Customization

Extend and Customize

FuzzLabs’ modular design enables unparalleled flexibility to supports a wide variety of use cases. Every aspect of FuzzLabs can be easily extended and fine-tuned to any environment.

Unparalleled Flexibility and Customization

The module design of FuzzLabs’ Attack Simulation Engine (ASE) enables unparalleled flexibility to supports a wide variety of use cases. Every aspect of FuzzLabs can be easily extended and fine-tuned to any environment, ultimately lowering the barrier of entry and helping adoption across the organization.

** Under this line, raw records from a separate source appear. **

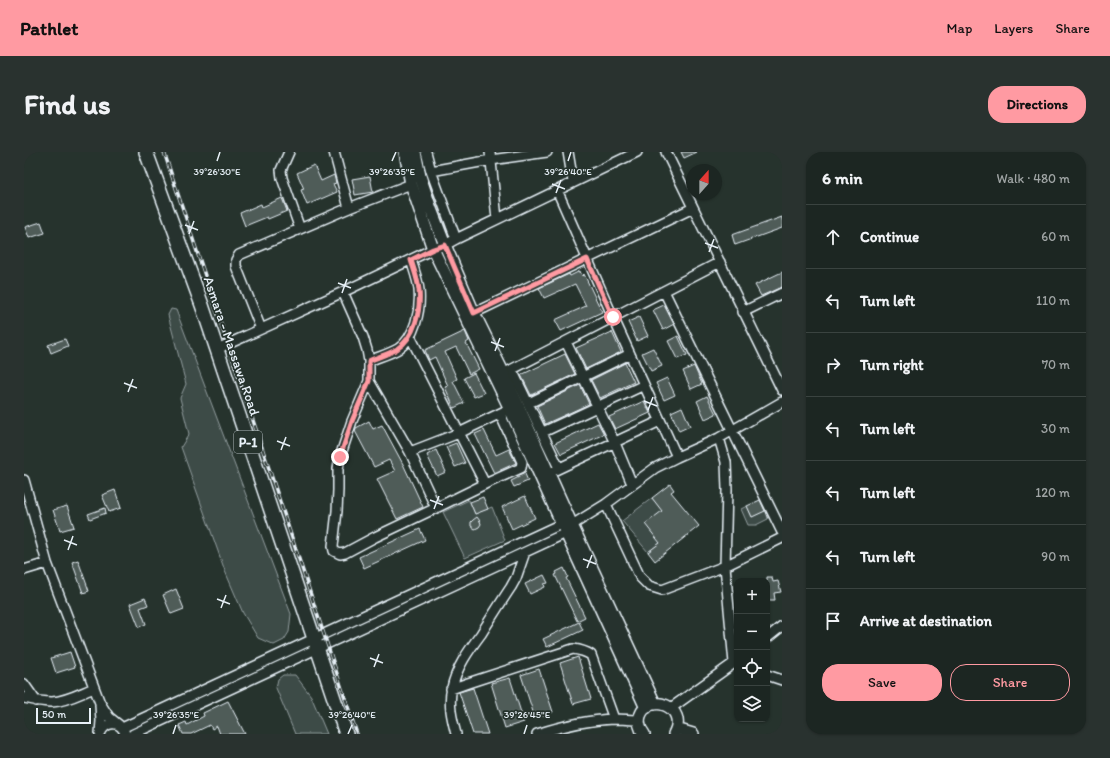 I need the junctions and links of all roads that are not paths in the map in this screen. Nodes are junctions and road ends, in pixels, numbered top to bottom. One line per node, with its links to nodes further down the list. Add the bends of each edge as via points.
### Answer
1 (146, 152): 35 (highway, Asmara - Massawa Road / P-1)
2 (289, 152): 19 (street, via 282,170 282,178)
3 (334, 152): 16 (street)
4 (405, 152): 14 (main road)
5 (414, 152): 21 (main road)
6 (426, 152): 12 (street)
7 (547, 152): 11 (street)
8 (568, 152): 13 (street)
9 (666, 152): 17 (street)
10 (631, 153): 13 (street)
11 (491, 156): 12 (street); 18 (street)
12 (431, 171): 20 (street)
13 (573, 182): 15 (street)
14 (411, 184): 16 (street); 22 (main road)
15 (557, 190): 18 (street); 23 (street)
16 (349, 208): 19 (street)
17 (693, 208): 23 (street); 25 (street)
18 (497, 219): 20 (street)
19 (300, 229): 32 (street, via 239,256 236,260 236,266)
20 (456, 239): 21 (street)
21 (445, 245): 22 (street); 30 (main road)
22 (433, 249): 24 (street); 38 (main road)
23 (587, 259): 30 (street); 31 (street)
24 (411, 260): 27 (street); 33 (street, via 420,301)
25 (720, 262): 26 (street); 29 (street)
26 (664, 291): 31 (street); 48 (street)
27 (343, 292): 32 (street); 37 (street, via 363,337)
28 (782, 293): 29 (street)
29 (743, 312): 42 (street)
30 (474, 313): 38 (main road)
31 (613, 317): 34 (street); 36 (street)
32 (261, 329): 35 (street)
33 (410, 336): 37 (street, via 397,349); 50 (street)
34 (566, 342): 38 (street); 39 (street)
35 (217, 349): 71 (highway, Asmara - Massawa Road / P-1)
36 (630, 354): 39 (street); 41 (street)
37 (369, 361): 40 (street)
38 (504, 374): 44 (street); 46 (main road); 56 (main road)
39 (583, 378): 44 (street); 45 (street)
40 (369, 381): 53 (street); 61 (street, via 340,457 334,551 345,553)
41 (644, 385): 45 (street); 47 (street)
42 (782, 390)
43 (782, 402): 48 (street)
44 (529, 403): 49 (street)
45 (597, 407): 49 (street); 52 (street)
46 (505, 411): 50 (street); 58 (street, via 522,465 521,468); 62 (main road)
47 (660, 421): 52 (street); 54 (street)
48 (732, 431): 51 (street); 63 (street)
49 (542, 432): 55 (street)
50 (459, 433): 53 (street); 58 (street)
51 (719, 438): 54 (street); 67 (street, via 726,462)
52 (615, 443): 55 (street); 59 (street)
53 (410, 452): 61 (street)
54 (677, 457): 59 (street)
55 (559, 468): 56 (street)
56 (549, 473): 62 (main road)
57 (24, 480): 66 (street)
58 (485, 484): 61 (street)
59 (632, 484): 60 (street)
60 (606, 504): 62 (street); 67 (street, via 640,577 649,586 662,590)
61 (436, 508)
62 (566, 527): 65 (street); 71 (street); 82 (main road)
63 (782, 532)
64 (782, 538): 67 (street)
65 (525, 552): 71 (street); 78 (street, via 512,587 464,659)
66 (47, 563): 68 (street); 77 (street)
67 (725, 566): 72 (street)
68 (24, 570)
69 (782, 626): 70 (street)
70 (770, 636)
71 (316, 644): 86 (street); 89 (street); 90 (highway, Asmara - Massawa Road / P-1)
72 (735, 650)
73 (734, 664): 83 (street)
74 (770, 676): 75 (street)
75 (782, 680)
76 (24, 684): 80 (street)
77 (94, 688): 80 (street, via 52,702); 81 (street)
78 (451, 689): 84 (street, via 573,649 580,650 591,655); 91 (street, via 452,718)
79 (24, 698): 80 (street)
80 (36, 701)
81 (100, 703): 86 (street, via 109,717); 88 (street)
82 (650, 706): 83 (main road, via 661,704); 85 (main road, via 640,716)
83 (671, 708): 87 (main road, via 678,723)
84 (614, 719): 85 (street); 92 (street, via 577,724)
85 (640, 720): 93 (main road)
86 (122, 729): 88 (street, via 110,724)
87 (675, 731): 94 (main road)
88 (100, 733)
89 (133, 734)
90 (346, 734)
91 (456, 734)
92 (537, 734)
93 (644, 734)
94 (693, 734)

If you ever felt the need to “create your own,” FuzzLabs was made for you!

Mutation Engine

The proprietary mutation engine of FuzzLabs is capable of generating test cases to cover even the most complicated protocols and data structures. A wide variety of supported field types and applicable layered transformations make it trivial to deal with encodings, encrypting, hash and checksum calculations, and encrypted blocks. What is even better, the SDK enables users to create custom field types and transformations.

Test Delivery

FuzzLabs’ Attack Simulation Engine can deliver test cases over the network, via the command line or, by generating mutated files. The SDK allows for easy implementation of additional delivery methods, such as Bluetooth, CAN, and serial line.

Target Monitoring

FuzzLabs is capable of detecting unintended behavior triggered by the test cases in several different ways. FuzzLabs can monitor the process state using a remote GDB connection or look for indicators in logs files, all of these at the same time. The SDK enables straightforwardly extending the monitoring capabilities to monitor resource usage, device reboot, or any other aspect of the target.

Test Case Generation

FuzzLabs is a hybrid fuzzer capable of utilizing generation-based and mutation-based fuzzing techniques, even in combination. The hybrid test generation approach allows improving your fuzz testing program’s maturity over time.

Generation-Based

Generate test cases based on templates describing structured data. Each field within the structured data is mutated using a set of dedicated algorithms. This approach’s main benefit is accuracy, the ability to test complex data structures, and shorter test run time.

Mutation-Based

Generate test cases by mutating “unknown” data structures. This approach’s main benefit is that there is no need to model structured data; thus, you can start fuzzing quickly.

Hybrid

The hybrid test generation approach allows improving your fuzz testing program’s maturity over time.
The mutation-based method allows running tests straight away. Later on, parts of the mutated data can be parsed into fields, gradually handing over the test case generation to the generation-based algorithms.

Visual Protocol Modeler

The Visual Protocol Modeler enables users to describe complex data structures without writing a single line of code. The intuitive, drag-and-drop interface drastically simplifies and speeds up the templating process and reduces errors.